# 7. Dictionaries

Here is the table of contents for this notebook:

- 7.1 Introduction
- 7.2 Dictionary as a set of counters
- 7.3 Looping and dictionaries
- 7.4 Debugging
- 7.5 Exercises

## 7.1 Introduction

A _dictionary_ is like a list, but more general. In a list, the index positions have to be integers; in a dictionary, the indices can be (almost) any type.

You can think of a dictionary as a mapping between a set of indices (which are called _keys_) and a set of values. Each key maps to a value. The association of a key and a value is called a _key-value pair_ or sometimes an _item_.

As an example, we’ll build a dictionary that maps from English to Spanish words, so the keys and the values are all strings.

The function `dict` creates a new dictionary with no items. Because `dict` is the name of a built-in function, you should avoid using it as a variable name.

In [1]:
eng2sp = dict()
print(eng2sp)

{}


The curly brackets, `{}`, represent an empty dictionary. To add items to the dictionary, you can use square brackets:

In [2]:
eng2sp['one'] = 'uno'

This line creates an item that maps from the key `'one'` to the value “uno”. If we print the dictionary again, we see a key-value pair with a colon between the key and value:

In [3]:
print(eng2sp)

{'one': 'uno'}


This output format is also an input format. For example, you can create a new dictionary with three items.

In [4]:
eng2sp = {'one': 'uno', 'two': 'dos', 'three': 'tres'}
eng2sp

{'one': 'uno', 'two': 'dos', 'three': 'tres'}

❗Note❗

Since Python 3.7x the order of key-value pairs is the same as their input order, i.e. dictionaries are now ordered structures.

Elements of a dictionary are never indexed with integer indices. Instead, you use the keys to look up the corresponding values:

In [5]:
print(eng2sp['two'])

dos


The key `'two'` always maps to the value “dos”.

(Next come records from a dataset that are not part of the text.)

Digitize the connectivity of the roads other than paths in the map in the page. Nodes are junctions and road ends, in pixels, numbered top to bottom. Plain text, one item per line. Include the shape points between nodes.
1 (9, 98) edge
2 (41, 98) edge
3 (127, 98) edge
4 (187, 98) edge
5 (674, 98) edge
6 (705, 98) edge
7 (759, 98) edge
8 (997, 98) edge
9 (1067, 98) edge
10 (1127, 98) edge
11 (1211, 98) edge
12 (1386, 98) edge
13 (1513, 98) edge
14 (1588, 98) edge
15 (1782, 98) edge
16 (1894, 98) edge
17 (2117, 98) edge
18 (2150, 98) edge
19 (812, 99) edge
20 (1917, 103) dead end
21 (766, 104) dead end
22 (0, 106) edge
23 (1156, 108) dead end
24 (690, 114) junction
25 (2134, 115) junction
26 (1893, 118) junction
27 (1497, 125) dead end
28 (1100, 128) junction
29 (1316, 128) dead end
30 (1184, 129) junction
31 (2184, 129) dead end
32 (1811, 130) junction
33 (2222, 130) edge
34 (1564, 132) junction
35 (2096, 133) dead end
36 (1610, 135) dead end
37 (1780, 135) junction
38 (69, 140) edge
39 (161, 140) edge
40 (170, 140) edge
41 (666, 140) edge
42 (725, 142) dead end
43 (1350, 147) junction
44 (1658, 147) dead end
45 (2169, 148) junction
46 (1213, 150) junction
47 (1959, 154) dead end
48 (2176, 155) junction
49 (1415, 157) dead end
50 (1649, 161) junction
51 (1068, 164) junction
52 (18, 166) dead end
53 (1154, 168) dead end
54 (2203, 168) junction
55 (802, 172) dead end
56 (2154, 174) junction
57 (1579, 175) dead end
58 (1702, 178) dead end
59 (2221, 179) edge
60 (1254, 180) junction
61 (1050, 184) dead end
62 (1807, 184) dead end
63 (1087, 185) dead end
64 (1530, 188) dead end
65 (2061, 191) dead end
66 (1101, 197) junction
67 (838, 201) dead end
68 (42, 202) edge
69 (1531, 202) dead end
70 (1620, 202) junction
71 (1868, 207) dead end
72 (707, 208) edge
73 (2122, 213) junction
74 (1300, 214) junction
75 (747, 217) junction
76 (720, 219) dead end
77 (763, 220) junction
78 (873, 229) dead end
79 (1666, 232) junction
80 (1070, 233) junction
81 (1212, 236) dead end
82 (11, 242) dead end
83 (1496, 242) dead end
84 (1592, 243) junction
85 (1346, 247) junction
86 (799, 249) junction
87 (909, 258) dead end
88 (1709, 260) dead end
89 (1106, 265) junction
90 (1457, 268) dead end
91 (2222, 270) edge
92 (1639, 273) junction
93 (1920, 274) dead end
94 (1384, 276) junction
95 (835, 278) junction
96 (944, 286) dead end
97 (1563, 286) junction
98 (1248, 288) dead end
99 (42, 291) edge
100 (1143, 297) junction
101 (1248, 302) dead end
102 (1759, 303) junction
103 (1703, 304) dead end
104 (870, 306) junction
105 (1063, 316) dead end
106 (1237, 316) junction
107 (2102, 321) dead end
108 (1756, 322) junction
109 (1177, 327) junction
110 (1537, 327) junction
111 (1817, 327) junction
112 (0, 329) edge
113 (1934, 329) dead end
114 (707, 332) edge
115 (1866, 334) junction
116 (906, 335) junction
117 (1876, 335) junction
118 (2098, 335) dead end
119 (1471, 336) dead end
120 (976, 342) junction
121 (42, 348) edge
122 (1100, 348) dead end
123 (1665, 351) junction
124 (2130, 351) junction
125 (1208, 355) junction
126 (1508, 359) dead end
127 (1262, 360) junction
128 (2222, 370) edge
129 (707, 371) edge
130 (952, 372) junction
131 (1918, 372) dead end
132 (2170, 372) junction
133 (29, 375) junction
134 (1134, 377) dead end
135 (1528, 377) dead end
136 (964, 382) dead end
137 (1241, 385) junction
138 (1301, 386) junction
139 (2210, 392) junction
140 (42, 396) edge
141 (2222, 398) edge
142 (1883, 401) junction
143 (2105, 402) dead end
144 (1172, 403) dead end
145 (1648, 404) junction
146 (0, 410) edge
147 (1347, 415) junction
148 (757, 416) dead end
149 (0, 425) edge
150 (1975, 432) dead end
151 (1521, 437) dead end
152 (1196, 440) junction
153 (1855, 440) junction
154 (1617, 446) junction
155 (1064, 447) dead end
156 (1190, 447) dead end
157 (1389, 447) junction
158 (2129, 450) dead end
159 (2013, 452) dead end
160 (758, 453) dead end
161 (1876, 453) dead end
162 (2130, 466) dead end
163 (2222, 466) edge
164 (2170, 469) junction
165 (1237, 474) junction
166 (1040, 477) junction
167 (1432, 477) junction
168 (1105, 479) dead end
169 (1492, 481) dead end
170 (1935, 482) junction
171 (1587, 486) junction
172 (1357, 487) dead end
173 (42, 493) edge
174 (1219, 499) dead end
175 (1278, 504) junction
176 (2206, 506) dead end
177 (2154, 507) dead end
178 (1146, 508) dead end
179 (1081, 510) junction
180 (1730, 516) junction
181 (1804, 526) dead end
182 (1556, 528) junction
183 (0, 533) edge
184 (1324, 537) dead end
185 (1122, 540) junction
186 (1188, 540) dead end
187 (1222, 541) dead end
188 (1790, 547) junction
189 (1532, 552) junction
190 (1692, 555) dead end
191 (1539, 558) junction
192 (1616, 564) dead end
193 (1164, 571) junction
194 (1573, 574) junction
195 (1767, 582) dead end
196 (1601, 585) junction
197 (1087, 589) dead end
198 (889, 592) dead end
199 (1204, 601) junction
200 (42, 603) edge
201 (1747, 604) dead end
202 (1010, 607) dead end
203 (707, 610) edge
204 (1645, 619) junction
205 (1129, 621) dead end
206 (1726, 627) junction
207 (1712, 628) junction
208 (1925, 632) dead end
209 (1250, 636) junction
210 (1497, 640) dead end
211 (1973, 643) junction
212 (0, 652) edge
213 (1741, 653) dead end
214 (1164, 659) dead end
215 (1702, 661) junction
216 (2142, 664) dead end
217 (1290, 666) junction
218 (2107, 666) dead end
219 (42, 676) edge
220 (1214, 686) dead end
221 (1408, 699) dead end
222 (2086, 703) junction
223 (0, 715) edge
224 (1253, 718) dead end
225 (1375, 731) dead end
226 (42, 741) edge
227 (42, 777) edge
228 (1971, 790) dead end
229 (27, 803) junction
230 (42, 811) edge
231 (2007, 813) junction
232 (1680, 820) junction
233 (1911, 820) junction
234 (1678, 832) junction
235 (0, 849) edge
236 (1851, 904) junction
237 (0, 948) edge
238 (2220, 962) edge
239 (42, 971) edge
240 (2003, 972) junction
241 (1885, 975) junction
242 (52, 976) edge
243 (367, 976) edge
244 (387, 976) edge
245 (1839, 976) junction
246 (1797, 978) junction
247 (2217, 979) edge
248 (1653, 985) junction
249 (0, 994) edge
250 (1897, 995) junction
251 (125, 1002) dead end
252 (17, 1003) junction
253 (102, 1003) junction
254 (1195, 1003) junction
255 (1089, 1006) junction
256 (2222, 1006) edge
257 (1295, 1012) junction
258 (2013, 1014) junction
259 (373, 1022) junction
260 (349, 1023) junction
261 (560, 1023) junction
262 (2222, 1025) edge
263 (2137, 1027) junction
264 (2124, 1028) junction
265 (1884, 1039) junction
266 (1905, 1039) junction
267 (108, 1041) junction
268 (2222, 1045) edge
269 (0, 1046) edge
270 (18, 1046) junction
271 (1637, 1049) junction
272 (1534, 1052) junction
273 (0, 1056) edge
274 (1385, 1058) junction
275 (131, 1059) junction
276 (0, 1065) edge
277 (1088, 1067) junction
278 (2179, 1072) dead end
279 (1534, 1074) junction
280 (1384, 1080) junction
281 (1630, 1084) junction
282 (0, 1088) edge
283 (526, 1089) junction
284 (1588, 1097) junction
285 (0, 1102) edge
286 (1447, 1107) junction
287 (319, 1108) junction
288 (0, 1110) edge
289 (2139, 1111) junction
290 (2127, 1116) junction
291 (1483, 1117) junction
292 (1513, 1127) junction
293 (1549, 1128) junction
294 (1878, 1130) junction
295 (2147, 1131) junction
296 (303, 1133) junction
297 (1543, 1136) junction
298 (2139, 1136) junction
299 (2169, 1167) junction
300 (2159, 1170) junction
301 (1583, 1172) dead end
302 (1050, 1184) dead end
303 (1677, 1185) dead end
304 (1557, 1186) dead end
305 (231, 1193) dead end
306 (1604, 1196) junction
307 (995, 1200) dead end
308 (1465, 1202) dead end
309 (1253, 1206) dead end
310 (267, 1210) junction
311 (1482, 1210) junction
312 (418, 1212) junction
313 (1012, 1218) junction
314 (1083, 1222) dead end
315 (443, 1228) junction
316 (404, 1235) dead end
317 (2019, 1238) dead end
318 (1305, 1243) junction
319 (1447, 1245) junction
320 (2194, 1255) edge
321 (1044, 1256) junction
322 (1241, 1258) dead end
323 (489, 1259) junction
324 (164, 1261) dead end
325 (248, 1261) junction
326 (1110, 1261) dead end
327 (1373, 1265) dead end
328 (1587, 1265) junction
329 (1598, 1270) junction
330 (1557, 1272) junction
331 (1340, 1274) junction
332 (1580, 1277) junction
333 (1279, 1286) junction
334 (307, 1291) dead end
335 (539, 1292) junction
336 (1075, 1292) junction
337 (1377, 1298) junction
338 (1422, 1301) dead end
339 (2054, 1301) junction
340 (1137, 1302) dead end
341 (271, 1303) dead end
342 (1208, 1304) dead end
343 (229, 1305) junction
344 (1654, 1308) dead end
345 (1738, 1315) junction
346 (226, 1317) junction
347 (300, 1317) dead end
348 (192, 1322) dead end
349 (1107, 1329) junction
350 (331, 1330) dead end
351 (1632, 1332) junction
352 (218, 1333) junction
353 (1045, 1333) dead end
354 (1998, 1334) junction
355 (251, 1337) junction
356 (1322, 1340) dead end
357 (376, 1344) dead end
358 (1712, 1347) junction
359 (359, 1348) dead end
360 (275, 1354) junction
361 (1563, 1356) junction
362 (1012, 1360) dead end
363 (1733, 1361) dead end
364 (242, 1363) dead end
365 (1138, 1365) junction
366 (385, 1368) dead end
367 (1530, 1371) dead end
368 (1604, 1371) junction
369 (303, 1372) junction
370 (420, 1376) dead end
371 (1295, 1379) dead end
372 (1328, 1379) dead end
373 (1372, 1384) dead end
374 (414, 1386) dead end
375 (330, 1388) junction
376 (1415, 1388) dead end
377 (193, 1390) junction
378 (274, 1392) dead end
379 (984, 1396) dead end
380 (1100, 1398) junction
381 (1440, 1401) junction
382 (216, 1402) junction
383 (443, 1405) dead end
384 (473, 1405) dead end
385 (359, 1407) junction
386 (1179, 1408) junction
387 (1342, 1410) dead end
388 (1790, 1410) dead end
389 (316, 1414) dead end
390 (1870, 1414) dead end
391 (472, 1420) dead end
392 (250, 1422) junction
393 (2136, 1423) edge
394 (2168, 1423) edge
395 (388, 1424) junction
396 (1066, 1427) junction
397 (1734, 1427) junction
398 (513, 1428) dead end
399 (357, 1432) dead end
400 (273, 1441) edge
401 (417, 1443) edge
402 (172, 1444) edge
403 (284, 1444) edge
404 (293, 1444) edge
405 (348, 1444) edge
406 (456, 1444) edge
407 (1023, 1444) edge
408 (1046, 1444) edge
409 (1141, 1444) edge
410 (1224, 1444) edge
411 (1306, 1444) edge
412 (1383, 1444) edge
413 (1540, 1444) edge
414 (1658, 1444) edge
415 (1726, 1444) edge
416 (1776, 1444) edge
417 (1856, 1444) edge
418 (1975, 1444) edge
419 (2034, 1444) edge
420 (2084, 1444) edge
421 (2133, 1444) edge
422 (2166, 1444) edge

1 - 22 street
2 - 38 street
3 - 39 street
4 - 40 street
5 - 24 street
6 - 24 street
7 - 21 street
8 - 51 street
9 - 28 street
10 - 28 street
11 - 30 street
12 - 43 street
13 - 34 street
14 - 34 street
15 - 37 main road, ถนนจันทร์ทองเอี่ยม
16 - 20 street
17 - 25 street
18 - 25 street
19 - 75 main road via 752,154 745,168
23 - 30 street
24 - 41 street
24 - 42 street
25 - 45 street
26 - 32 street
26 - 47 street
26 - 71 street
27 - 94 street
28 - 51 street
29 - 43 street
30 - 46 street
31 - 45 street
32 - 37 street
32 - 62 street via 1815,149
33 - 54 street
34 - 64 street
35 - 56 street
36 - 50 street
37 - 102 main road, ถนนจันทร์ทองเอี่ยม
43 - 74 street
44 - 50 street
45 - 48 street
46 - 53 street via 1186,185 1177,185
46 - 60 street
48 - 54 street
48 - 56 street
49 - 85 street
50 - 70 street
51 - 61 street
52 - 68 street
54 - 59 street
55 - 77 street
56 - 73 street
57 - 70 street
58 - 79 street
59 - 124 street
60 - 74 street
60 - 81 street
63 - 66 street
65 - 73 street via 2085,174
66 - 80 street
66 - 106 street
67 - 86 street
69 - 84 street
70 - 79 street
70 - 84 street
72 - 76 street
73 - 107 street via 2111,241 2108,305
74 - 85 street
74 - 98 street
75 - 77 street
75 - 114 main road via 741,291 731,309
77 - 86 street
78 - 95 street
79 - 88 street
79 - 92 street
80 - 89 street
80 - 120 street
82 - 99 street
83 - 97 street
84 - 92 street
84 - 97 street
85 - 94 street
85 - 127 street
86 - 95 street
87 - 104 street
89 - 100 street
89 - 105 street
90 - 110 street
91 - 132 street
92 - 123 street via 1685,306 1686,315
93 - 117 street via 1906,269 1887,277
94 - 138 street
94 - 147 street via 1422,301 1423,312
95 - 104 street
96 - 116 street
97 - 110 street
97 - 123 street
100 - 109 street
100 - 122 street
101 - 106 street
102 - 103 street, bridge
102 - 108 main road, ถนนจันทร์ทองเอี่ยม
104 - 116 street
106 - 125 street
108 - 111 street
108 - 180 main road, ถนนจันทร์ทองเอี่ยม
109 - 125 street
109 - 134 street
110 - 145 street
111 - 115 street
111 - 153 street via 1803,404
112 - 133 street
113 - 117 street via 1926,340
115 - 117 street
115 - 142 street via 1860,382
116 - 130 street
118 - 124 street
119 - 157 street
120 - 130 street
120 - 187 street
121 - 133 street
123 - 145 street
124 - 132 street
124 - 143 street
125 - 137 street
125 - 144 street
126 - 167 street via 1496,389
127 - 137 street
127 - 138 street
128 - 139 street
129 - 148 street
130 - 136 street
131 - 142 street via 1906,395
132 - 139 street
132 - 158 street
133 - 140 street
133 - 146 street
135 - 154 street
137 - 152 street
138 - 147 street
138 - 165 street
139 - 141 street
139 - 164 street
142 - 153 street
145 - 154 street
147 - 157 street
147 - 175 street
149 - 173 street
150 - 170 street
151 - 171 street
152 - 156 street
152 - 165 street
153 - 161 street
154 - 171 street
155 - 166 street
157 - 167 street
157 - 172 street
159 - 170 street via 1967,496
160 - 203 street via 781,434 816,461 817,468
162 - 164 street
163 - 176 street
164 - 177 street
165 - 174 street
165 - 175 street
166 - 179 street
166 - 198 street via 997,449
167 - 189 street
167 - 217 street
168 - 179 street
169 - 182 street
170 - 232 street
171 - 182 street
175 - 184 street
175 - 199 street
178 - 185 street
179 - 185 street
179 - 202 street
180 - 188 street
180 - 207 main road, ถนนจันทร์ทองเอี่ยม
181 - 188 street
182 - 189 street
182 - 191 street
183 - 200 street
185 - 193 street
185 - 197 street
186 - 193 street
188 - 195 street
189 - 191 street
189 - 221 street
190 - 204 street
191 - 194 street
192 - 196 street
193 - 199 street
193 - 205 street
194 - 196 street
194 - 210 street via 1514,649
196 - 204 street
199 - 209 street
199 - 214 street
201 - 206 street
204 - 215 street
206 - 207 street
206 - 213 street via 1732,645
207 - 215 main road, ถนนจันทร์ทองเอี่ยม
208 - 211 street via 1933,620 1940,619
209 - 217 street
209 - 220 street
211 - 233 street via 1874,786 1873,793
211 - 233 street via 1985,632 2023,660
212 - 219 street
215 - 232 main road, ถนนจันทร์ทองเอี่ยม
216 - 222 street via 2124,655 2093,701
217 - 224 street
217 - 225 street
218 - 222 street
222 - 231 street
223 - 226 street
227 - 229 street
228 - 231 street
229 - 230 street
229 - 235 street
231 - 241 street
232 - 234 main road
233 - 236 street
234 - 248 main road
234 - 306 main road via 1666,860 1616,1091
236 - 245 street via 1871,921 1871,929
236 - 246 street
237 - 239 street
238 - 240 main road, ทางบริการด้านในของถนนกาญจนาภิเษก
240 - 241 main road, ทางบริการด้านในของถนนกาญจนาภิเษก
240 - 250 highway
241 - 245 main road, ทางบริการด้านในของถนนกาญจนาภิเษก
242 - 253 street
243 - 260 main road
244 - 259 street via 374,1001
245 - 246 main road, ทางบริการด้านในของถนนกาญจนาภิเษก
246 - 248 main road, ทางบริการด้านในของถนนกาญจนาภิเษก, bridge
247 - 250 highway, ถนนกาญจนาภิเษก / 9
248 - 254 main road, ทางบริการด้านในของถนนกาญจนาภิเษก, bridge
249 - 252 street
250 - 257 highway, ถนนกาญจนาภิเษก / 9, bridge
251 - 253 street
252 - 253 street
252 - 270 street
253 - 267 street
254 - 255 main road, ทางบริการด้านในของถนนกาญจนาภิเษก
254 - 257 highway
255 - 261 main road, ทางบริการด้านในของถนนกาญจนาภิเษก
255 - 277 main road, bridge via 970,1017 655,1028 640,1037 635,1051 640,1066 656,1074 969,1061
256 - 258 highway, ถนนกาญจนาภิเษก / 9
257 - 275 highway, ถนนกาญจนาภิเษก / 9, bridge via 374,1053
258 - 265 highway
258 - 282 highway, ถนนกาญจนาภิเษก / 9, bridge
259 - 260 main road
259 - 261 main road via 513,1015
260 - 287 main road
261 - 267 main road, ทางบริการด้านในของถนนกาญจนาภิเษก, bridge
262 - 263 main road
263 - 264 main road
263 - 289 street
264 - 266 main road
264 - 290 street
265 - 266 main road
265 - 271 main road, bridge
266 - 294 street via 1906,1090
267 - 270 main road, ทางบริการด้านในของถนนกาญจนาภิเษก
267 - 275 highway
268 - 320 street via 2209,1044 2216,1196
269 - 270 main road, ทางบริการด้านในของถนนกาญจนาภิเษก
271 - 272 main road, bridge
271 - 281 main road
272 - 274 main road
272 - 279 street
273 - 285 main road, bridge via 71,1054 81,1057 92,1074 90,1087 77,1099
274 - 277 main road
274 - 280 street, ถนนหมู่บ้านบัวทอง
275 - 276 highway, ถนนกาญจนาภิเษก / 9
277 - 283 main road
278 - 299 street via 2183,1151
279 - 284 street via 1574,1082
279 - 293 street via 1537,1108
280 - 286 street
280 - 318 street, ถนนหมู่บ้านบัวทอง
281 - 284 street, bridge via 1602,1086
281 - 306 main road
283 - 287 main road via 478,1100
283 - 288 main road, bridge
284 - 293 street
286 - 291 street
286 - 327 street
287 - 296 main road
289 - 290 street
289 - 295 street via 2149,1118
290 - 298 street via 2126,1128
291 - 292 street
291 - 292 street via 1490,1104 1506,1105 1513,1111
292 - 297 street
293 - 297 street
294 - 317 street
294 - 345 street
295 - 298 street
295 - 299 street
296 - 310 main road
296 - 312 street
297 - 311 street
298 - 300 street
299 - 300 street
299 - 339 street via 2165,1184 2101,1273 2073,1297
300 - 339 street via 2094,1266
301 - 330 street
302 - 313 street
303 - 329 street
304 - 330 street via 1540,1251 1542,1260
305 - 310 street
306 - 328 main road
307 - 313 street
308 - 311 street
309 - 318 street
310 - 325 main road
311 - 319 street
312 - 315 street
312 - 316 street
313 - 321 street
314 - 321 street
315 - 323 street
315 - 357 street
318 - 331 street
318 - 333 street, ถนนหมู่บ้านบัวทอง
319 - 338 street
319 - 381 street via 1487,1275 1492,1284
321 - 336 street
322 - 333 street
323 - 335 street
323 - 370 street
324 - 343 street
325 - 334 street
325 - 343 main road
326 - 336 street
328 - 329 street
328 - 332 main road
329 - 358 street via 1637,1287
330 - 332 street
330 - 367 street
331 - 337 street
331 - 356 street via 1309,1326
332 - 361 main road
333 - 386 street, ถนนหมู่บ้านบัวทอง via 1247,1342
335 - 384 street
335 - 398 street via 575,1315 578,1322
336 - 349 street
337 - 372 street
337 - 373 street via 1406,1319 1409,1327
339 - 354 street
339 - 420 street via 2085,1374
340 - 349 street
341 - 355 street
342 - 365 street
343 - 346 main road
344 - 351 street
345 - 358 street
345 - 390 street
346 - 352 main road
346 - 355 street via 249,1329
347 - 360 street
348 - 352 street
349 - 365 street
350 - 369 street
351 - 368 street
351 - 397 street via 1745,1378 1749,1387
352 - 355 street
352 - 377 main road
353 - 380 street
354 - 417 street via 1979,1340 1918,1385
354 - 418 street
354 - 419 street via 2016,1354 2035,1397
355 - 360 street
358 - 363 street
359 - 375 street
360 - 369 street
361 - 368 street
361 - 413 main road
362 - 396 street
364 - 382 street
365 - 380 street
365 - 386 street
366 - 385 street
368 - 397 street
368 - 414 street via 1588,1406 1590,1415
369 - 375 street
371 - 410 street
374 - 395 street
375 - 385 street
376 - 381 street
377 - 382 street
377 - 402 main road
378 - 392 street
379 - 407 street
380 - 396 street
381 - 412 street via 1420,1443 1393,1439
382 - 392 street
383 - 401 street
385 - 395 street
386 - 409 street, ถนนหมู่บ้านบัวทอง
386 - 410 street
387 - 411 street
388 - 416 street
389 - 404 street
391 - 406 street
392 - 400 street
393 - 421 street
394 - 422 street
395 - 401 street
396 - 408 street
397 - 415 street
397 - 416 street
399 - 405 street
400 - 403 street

If the key isn’t in the dictionary, you get an exception:

In [6]:
print(eng2sp['four'])

KeyError: 'four'

The `len` function works on dictionaries; it returns the number of key-value pairs:

In [7]:
len(eng2sp)

3

The `in` operator works on dictionaries; it tells you whether something appears as a _key_ in the dictionary (appearing as a value is not good enough).

In [8]:
'one' in eng2sp

True

In [9]:
'uno' in eng2sp

False

To see whether something appears as a value in a dictionary, you can use the method `values`, which returns the values as a type that can be converted to a list, and then use the `in` operator:

In [12]:
vals = list(eng2sp.values())
'uno' in vals

True

The `in` operator uses different algorithms for lists and dictionaries. For lists, it uses a linear search algorithm. As the list gets longer, the search time gets longer in direct proportion to the length of the list. For dictionaries, Python uses an algorithm called a _hash table_ that has a remarkable property: the `in` operator takes about the same amount of time no matter how many items there are in a dictionary. I won’t explain why hash functions are so magical, but you can read more about it at: https://en.wikipedia.org/wiki/Hash_table

**Exercise 7.1**

Create a dictionary called `roman` where keys are the Roman numerals 'I', 'II', 'III', 'IV', 'V' and values are the corresponding integers.

In [15]:
# YOUR CODE HERE
roman = dict()
roman = {'I': 1, 'II': 2, 'III': 3, 'IV': 4, 'V': 5}
roman['III']

3

**Exercise 7.2**

Write a function called `country_dictionary_maker` that takes a list of strings in the following format:

`['country1 number1', 'country2 number2']`

and returns a dictionary in the following format:

`{'country1': 'number1', 'country2': 'number2'}`

Example:

country_dictionary_maker(['Germany 20', 'Netherlands 80', 'Belgium 50']) -> {'Germany': '20', 'Netherlands': '80', 'Belgium': '50'}

In [3]:
def country_dictionary_maker(listussy):
    new_dict = dict()
    for i in listussy:
        country, number = i.split()
        item = {country: number}
        new_dict.update(item)
    return new_dict

In [4]:
country_dictionary_maker(['Germany 20', 'Netherlands 80', 'Belgium 50'])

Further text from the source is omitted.